Stored items:
● ● ● ●
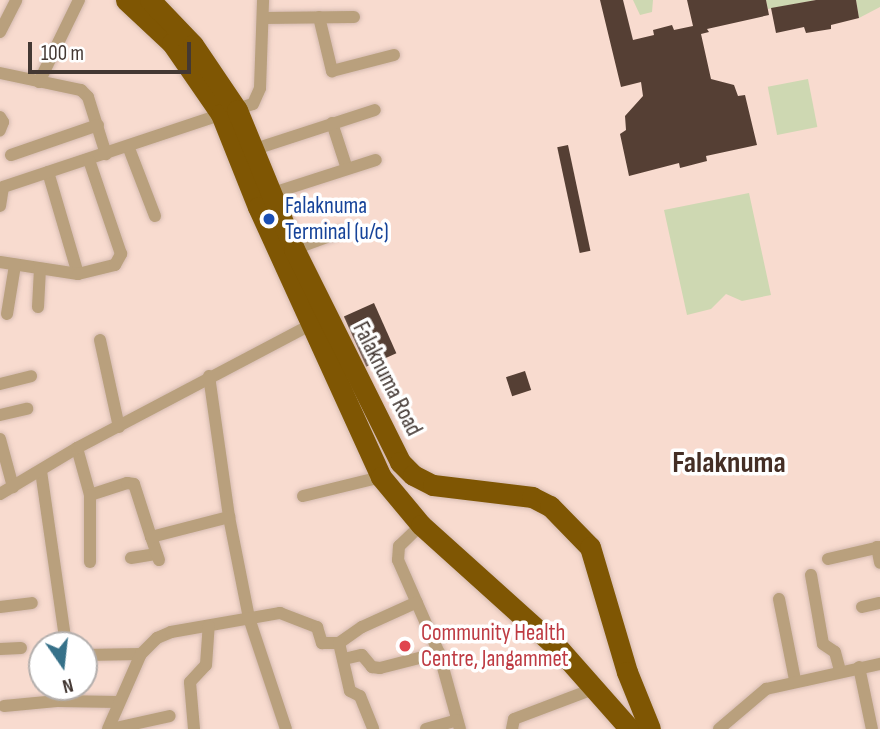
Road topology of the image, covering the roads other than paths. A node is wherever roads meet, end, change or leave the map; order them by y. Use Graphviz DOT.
graph roads {
  1 [pos="16,0"];
  2 [pos="79,0"];
  3 [pos="126,0"];
  4 [pos="263,0"];
  5 [pos="154,12"];
  6 [pos="319,17"];
  7 [pos="354,17"];
  8 [pos="262,18"];
  9 [pos="0,32"];
  10 [pos="394,55"];
  11 [pos="0,73"];
  12 [pos="39,82"];
  13 [pos="374,110"];
  14 [pos="229,112"];
  15 [pos="0,117"];
  16 [pos="332,123"];
  17 [pos="98,125"];
  18 [pos="0,130"];
  19 [pos="128,146"];
  20 [pos="252,150"];
  21 [pos="106,154"];
  22 [pos="11,155"];
  23 [pos="89,160"];
  24 [pos="376,160"];
  25 [pos="347,169"];
  26 [pos="48,172"];
  27 [pos="270,194"];
  28 [pos="0,206"];
  29 [pos="155,216"];
  30 [pos="341,232"];
  31 [pos="294,249"];
  32 [pos="0,262"];
  33 [pos="15,265"];
  34 [pos="40,269"];
  35 [pos="78,274"];
  36 [pos="38,307"];
  37 [pos="4,313"];
  38 [pos="22,316"];
  39 [pos="320,320"];
  40 [pos="100,340"];
  41 [pos="31,376"];
  42 [pos="209,376"];
  43 [pos="0,384"];
  44 [pos="27,409"];
  45 [pos="0,415"];
  46 [pos="119,427"];
  47 [pos="0,439"];
  48 [pos="77,448"];
  49 [pos="41,471"];
  50 [pos="381,477"];
  51 [pos="13,487"];
  52 [pos="0,495"];
  53 [pos="90,495"];
  54 [pos="303,496"];
  55 [pos="229,517"];
  56 [pos="421,525"];
  57 [pos="151,537"];
  58 [pos="878,547"];
  59 [pos="131,558"];
  60 [pos="828,558"];
  61 [pos="90,562"];
  62 [pos="880,563"];
  63 [pos="811,575"];
  64 [pos="779,599"];
  65 [pos="417,602"];
  66 [pos="32,603"];
  67 [pos="880,603"];
  68 [pos="0,607"];
  69 [pos="862,607"];
  70 [pos="249,618"];
  71 [pos="209,626"];
  72 [pos="64,631"];
  73 [pos="339,643"];
  74 [pos="21,648"];
  75 [pos="0,649"];
  76 [pos="439,653"];
  77 [pos="141,654"];
  78 [pos="98,656"];
  79 [pos="344,659"];
  80 [pos="880,664"];
  81 [pos="859,667"];
  82 [pos="627,671"];
  83 [pos="840,671"];
  84 [pos="795,680"];
  85 [pos="593,689"];
  86 [pos="118,702"];
  87 [pos="4,706"];
  88 [pos="170,716"];
  89 [pos="459,724"];
  90 [pos="109,729"];
  91 [pos="194,729"];
  92 [pos="286,729"];
  93 [pos="373,729"];
  94 [pos="426,729"];
  95 [pos="512,729"];
  96 [pos="630,729"];
  97 [pos="650,729"];
  98 [pos="719,729"];
  99 [pos="872,729"];
  1 -- 9 [label="street"];
  2 -- 12 [label="street"];
  3 -- 5 [label="highway, Falaknuma Road"];
  4 -- 8 [label="street"];
  5 -- 14 [label="highway, Falaknuma Road"];
  6 -- 7 [label="street"];
  6 -- 8 [label="street"];
  6 -- 10 [label="street"];
  8 -- 14 [label="street"];
  11 -- 12 [label="street"];
  12 -- 17 [label="street"];
  13 -- 16 [label="street"];
  14 -- 19 [label="street"];
  14 -- 20 [label="highway, Falaknuma Road"];
  14 -- 39 [label="highway, Falaknuma Road"];
  15 -- 18 [label="street"];
  16 -- 20 [label="street"];
  16 -- 25 [label="street"];
  17 -- 21 [label="street"];
  17 -- 22 [label="street"];
  19 -- 21 [label="street"];
  19 -- 29 [label="street"];
  20 -- 27 [label="highway, Falaknuma Road"];
  21 -- 23 [label="street"];
  23 -- 26 [label="street"];
  23 -- 35 [label="street"];
  24 -- 25 [label="street"];
  25 -- 27 [label="street"];
  26 -- 28 [label="street"];
  26 -- 35 [label="street"];
  27 -- 31 [label="highway, Falaknuma Road"];
  30 -- 31 [label="street"];
  31 -- 39 [label="highway, Falaknuma Road"];
  32 -- 33 [label="street"];
  33 -- 34 [label="street"];
  33 -- 37 [label="street"];
  34 -- 35 [label="street"];
  34 -- 36 [label="street"];
  37 -- 38 [label="street"];
  39 -- 42 [label="street"];
  39 -- 50 [label="highway, Falaknuma Road"];
  39 -- 82 [label="highway, Falaknuma Road"];
  40 -- 46 [label="street"];
  41 -- 43 [label="street"];
  42 -- 46 [label="street"];
  42 -- 55 [label="street"];
  44 -- 45 [label="street"];
  46 -- 48 [label="street"];
  47 -- 51 [label="street"];
  48 -- 49 [label="street"];
  48 -- 53 [label="street"];
  49 -- 51 [label="street"];
  49 -- 72 [label="street"];
  50 -- 54 [label="street"];
  50 -- 56 [label="highway, Falaknuma Road"];
  51 -- 52 [label="street"];
  53 -- 57 [label="street"];
  53 -- 61 [label="street"];
  55 -- 57 [label="street"];
  55 -- 70 [label="street"];
  56 -- 65 [label="street"];
  56 -- 85 [label="highway, Falaknuma Road"];
  57 -- 59 [label="street"];
  58 -- 60 [label="street"];
  58 -- 62 [label="street"];
  63 -- 83 [label="street"];
  64 -- 84 [label="street"];
  65 -- 73 [label="street"];
  65 -- 76 [label="street"];
  66 -- 68 [label="street"];
  67 -- 69 [label="street"];
  70 -- 71 [label="street"];
  70 -- 73 [label="street"];
  70 -- 92 [label="street"];
  71 -- 77 [label="street"];
  71 -- 91 [label="street"];
  73 -- 79 [label="street"];
  74 -- 75 [label="street"];
  76 -- 79 [label="street"];
  76 -- 89 [label="street"];
  77 -- 78 [label="street"];
  77 -- 86 [label="street"];
  79 -- 93 [label="street"];
  80 -- 81 [label="street"];
  81 -- 83 [label="street"];
  81 -- 99 [label="street"];
  82 -- 85 [label="highway"];
  82 -- 97 [label="highway, Falaknuma Road"];
  83 -- 84 [label="street"];
  84 -- 98 [label="street"];
  85 -- 95 [label="street"];
  85 -- 96 [label="highway, Falaknuma Road"];
  86 -- 87 [label="street"];
  86 -- 90 [label="street"];
  88 -- 90 [label="street"];
  89 -- 94 [label="street"];
}
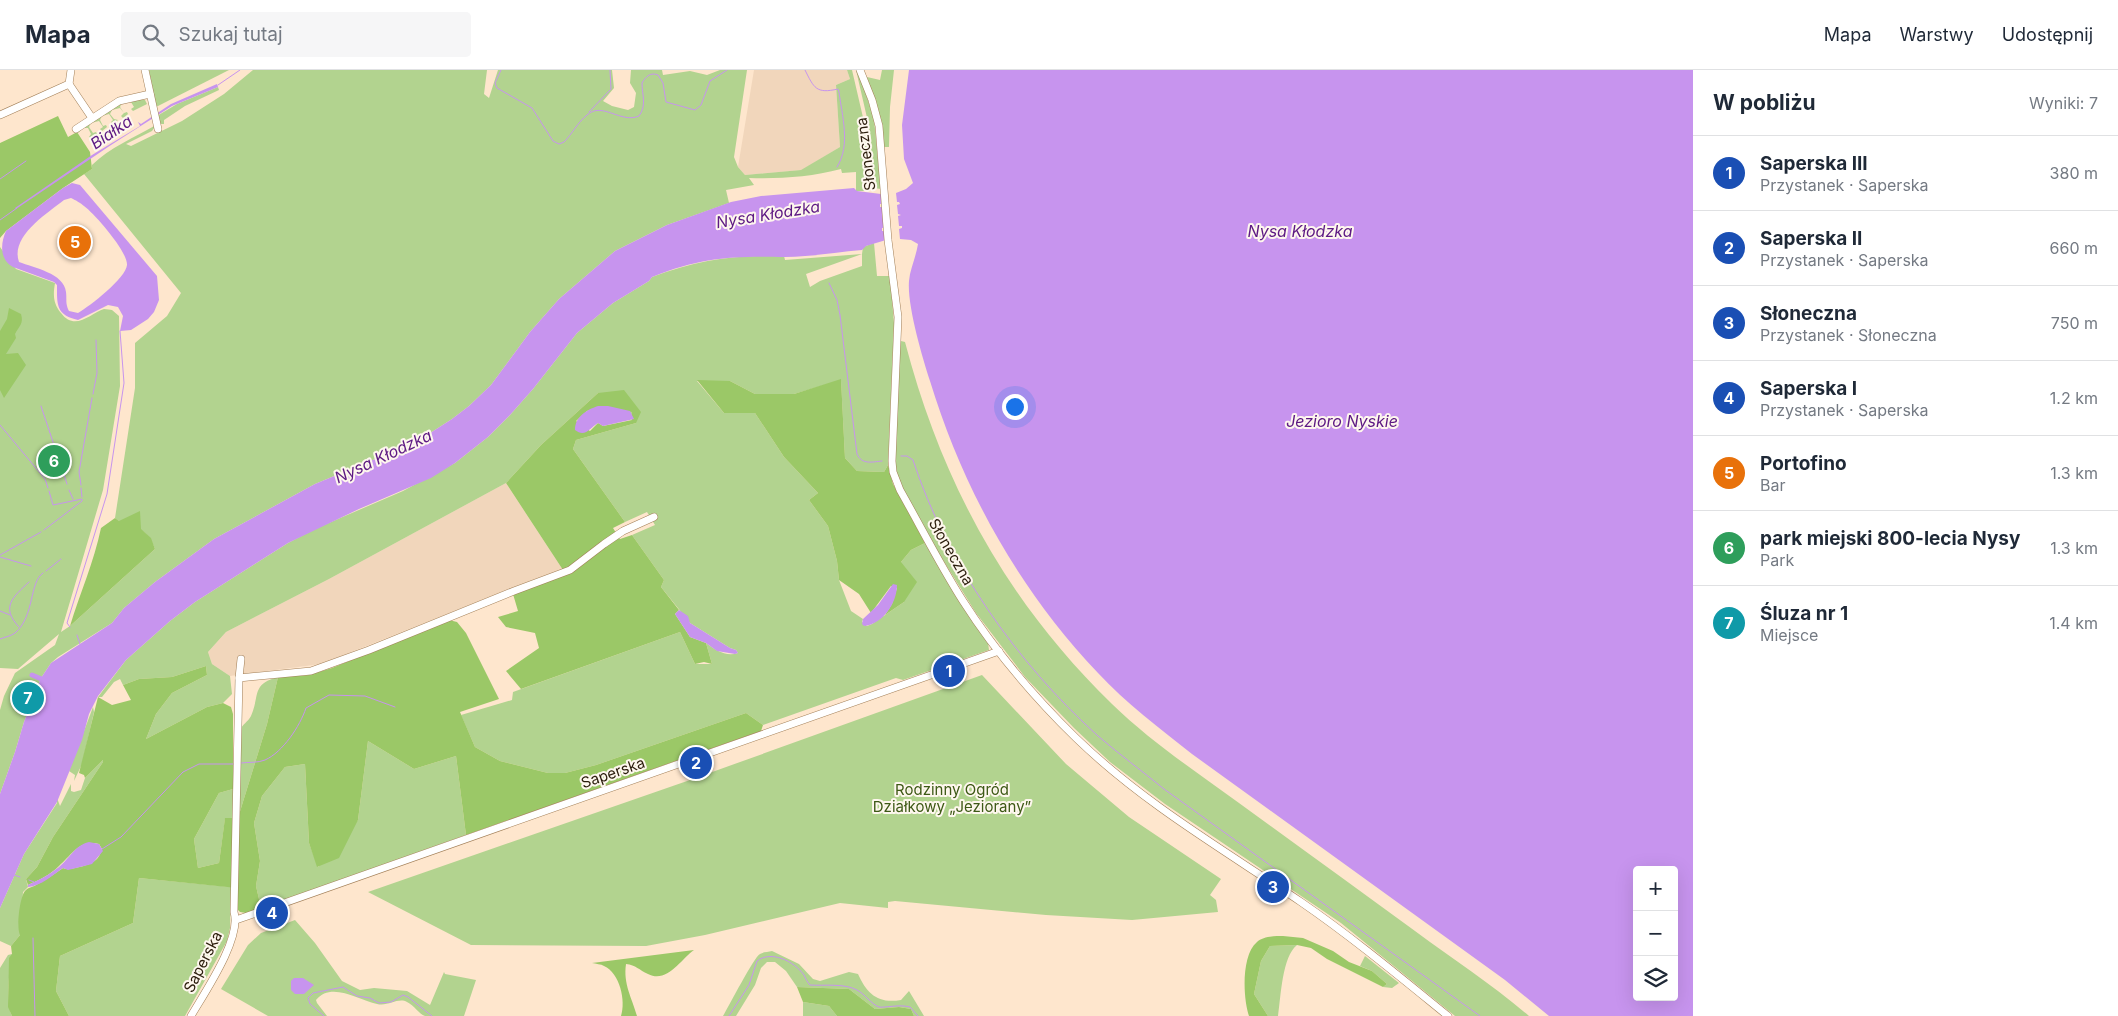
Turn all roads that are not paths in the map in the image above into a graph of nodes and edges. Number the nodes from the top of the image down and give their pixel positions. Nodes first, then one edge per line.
1 (71, 70) edge
2 (145, 70) edge
3 (860, 70) edge
4 (69, 84) junction
5 (150, 94) junction
6 (0, 115) edge
7 (92, 118) junction
8 (157, 126) dead end
9 (76, 129) dead end
10 (654, 517) dead end
11 (999, 651) junction
12 (241, 659) dead end
13 (239, 678) junction
14 (236, 920) junction
15 (191, 1016) edge
16 (1448, 1016) edge

1 - 4 street
2 - 5 street
3 - 11 street, Słoneczna
4 - 6 street
4 - 7 street
5 - 7 street
5 - 8 street
7 - 9 street
10 - 13 street
11 - 14 street, Saperska
11 - 16 street, Słoneczna
12 - 13 street, Saperska
13 - 14 street, Saperska
14 - 15 street, Saperska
● ● ● ●
● **Goal of the exercise**
Please output all the records above exactly, leaving out every picture.

● **Response for this exercise**
Road topology of the image, covering the roads other than paths. A node is wherever roads meet, end, change or leave the map; order them by y. Use Graphviz DOT.
graph roads {
  1 [pos="16,0"];
  2 [pos="79,0"];
  3 [pos="126,0"];
  4 [pos="263,0"];
  5 [pos="154,12"];
  6 [pos="319,17"];
  7 [pos="354,17"];
  8 [pos="262,18"];
  9 [pos="0,32"];
  10 [pos="394,55"];
  11 [pos="0,73"];
  12 [pos="39,82"];
  13 [pos="374,110"];
  14 [pos="229,112"];
  15 [pos="0,117"];
  16 [pos="332,123"];
  17 [pos="98,125"];
  18 [pos="0,130"];
  19 [pos="128,146"];
  20 [pos="252,150"];
  21 [pos="106,154"];
  22 [pos="11,155"];
  23 [pos="89,160"];
  24 [pos="376,160"];
  25 [pos="347,169"];
  26 [pos="48,172"];
  27 [pos="270,194"];
  28 [pos="0,206"];
  29 [pos="155,216"];
  30 [pos="341,232"];
  31 [pos="294,249"];
  32 [pos="0,262"];
  33 [pos="15,265"];
  34 [pos="40,269"];
  35 [pos="78,274"];
  36 [pos="38,307"];
  37 [pos="4,313"];
  38 [pos="22,316"];
  39 [pos="320,320"];
  40 [pos="100,340"];
  41 [pos="31,376"];
  42 [pos="209,376"];
  43 [pos="0,384"];
  44 [pos="27,409"];
  45 [pos="0,415"];
  46 [pos="119,427"];
  47 [pos="0,439"];
  48 [pos="77,448"];
  49 [pos="41,471"];
  50 [pos="381,477"];
  51 [pos="13,487"];
  52 [pos="0,495"];
  53 [pos="90,495"];
  54 [pos="303,496"];
  55 [pos="229,517"];
  56 [pos="421,525"];
  57 [pos="151,537"];
  58 [pos="878,547"];
  59 [pos="131,558"];
  60 [pos="828,558"];
  61 [pos="90,562"];
  62 [pos="880,563"];
  63 [pos="811,575"];
  64 [pos="779,599"];
  65 [pos="417,602"];
  66 [pos="32,603"];
  67 [pos="880,603"];
  68 [pos="0,607"];
  69 [pos="862,607"];
  70 [pos="249,618"];
  71 [pos="209,626"];
  72 [pos="64,631"];
  73 [pos="339,643"];
  74 [pos="21,648"];
  75 [pos="0,649"];
  76 [pos="439,653"];
  77 [pos="141,654"];
  78 [pos="98,656"];
  79 [pos="344,659"];
  80 [pos="880,664"];
  81 [pos="859,667"];
  82 [pos="627,671"];
  83 [pos="840,671"];
  84 [pos="795,680"];
  85 [pos="593,689"];
  86 [pos="118,702"];
  87 [pos="4,706"];
  88 [pos="170,716"];
  89 [pos="459,724"];
  90 [pos="109,729"];
  91 [pos="194,729"];
  92 [pos="286,729"];
  93 [pos="373,729"];
  94 [pos="426,729"];
  95 [pos="512,729"];
  96 [pos="630,729"];
  97 [pos="650,729"];
  98 [pos="719,729"];
  99 [pos="872,729"];
  1 -- 9 [label="street"];
  2 -- 12 [label="street"];
  3 -- 5 [label="highway, Falaknuma Road"];
  4 -- 8 [label="street"];
  5 -- 14 [label="highway, Falaknuma Road"];
  6 -- 7 [label="street"];
  6 -- 8 [label="street"];
  6 -- 10 [label="street"];
  8 -- 14 [label="street"];
  11 -- 12 [label="street"];
  12 -- 17 [label="street"];
  13 -- 16 [label="street"];
  14 -- 19 [label="street"];
  14 -- 20 [label="highway, Falaknuma Road"];
  14 -- 39 [label="highway, Falaknuma Road"];
  15 -- 18 [label="street"];
  16 -- 20 [label="street"];
  16 -- 25 [label="street"];
  17 -- 21 [label="street"];
  17 -- 22 [label="street"];
  19 -- 21 [label="street"];
  19 -- 29 [label="street"];
  20 -- 27 [label="highway, Falaknuma Road"];
  21 -- 23 [label="street"];
  23 -- 26 [label="street"];
  23 -- 35 [label="street"];
  24 -- 25 [label="street"];
  25 -- 27 [label="street"];
  26 -- 28 [label="street"];
  26 -- 35 [label="street"];
  27 -- 31 [label="highway, Falaknuma Road"];
  30 -- 31 [label="street"];
  31 -- 39 [label="highway, Falaknuma Road"];
  32 -- 33 [label="street"];
  33 -- 34 [label="street"];
  33 -- 37 [label="street"];
  34 -- 35 [label="street"];
  34 -- 36 [label="street"];
  37 -- 38 [label="street"];
  39 -- 42 [label="street"];
  39 -- 50 [label="highway, Falaknuma Road"];
  39 -- 82 [label="highway, Falaknuma Road"];
  40 -- 46 [label="street"];
  41 -- 43 [label="street"];
  42 -- 46 [label="street"];
  42 -- 55 [label="street"];
  44 -- 45 [label="street"];
  46 -- 48 [label="street"];
  47 -- 51 [label="street"];
  48 -- 49 [label="street"];
  48 -- 53 [label="street"];
  49 -- 51 [label="street"];
  49 -- 72 [label="street"];
  50 -- 54 [label="street"];
  50 -- 56 [label="highway, Falaknuma Road"];
  51 -- 52 [label="street"];
  53 -- 57 [label="street"];
  53 -- 61 [label="street"];
  55 -- 57 [label="street"];
  55 -- 70 [label="street"];
  56 -- 65 [label="street"];
  56 -- 85 [label="highway, Falaknuma Road"];
  57 -- 59 [label="street"];
  58 -- 60 [label="street"];
  58 -- 62 [label="street"];
  63 -- 83 [label="street"];
  64 -- 84 [label="street"];
  65 -- 73 [label="street"];
  65 -- 76 [label="street"];
  66 -- 68 [label="street"];
  67 -- 69 [label="street"];
  70 -- 71 [label="street"];
  70 -- 73 [label="street"];
  70 -- 92 [label="street"];
  71 -- 77 [label="street"];
  71 -- 91 [label="street"];
  73 -- 79 [label="street"];
  74 -- 75 [label="street"];
  76 -- 79 [label="street"];
  76 -- 89 [label="street"];
  77 -- 78 [label="street"];
  77 -- 86 [label="street"];
  79 -- 93 [label="street"];
  80 -- 81 [label="street"];
  81 -- 83 [label="street"];
  81 -- 99 [label="street"];
  82 -- 85 [label="highway"];
  82 -- 97 [label="highway, Falaknuma Road"];
  83 -- 84 [label="street"];
  84 -- 98 [label="street"];
  85 -- 95 [label="street"];
  85 -- 96 [label="highway, Falaknuma Road"];
  86 -- 87 [label="street"];
  86 -- 90 [label="street"];
  88 -- 90 [label="street"];
  89 -- 94 [label="street"];
}
Turn all roads that are not paths in the map in the image above into a graph of nodes and edges. Number the nodes from the top of the image down and give their pixel positions. Nodes first, then one edge per line.
1 (71, 70) edge
2 (145, 70) edge
3 (860, 70) edge
4 (69, 84) junction
5 (150, 94) junction
6 (0, 115) edge
7 (92, 118) junction
8 (157, 126) dead end
9 (76, 129) dead end
10 (654, 517) dead end
11 (999, 651) junction
12 (241, 659) dead end
13 (239, 678) junction
14 (236, 920) junction
15 (191, 1016) edge
16 (1448, 1016) edge

1 - 4 street
2 - 5 street
3 - 11 street, Słoneczna
4 - 6 street
4 - 7 street
5 - 7 street
5 - 8 street
7 - 9 street
10 - 13 street
11 - 14 street, Saperska
11 - 16 street, Słoneczna
12 - 13 street, Saperska
13 - 14 street, Saperska
14 - 15 street, Saperska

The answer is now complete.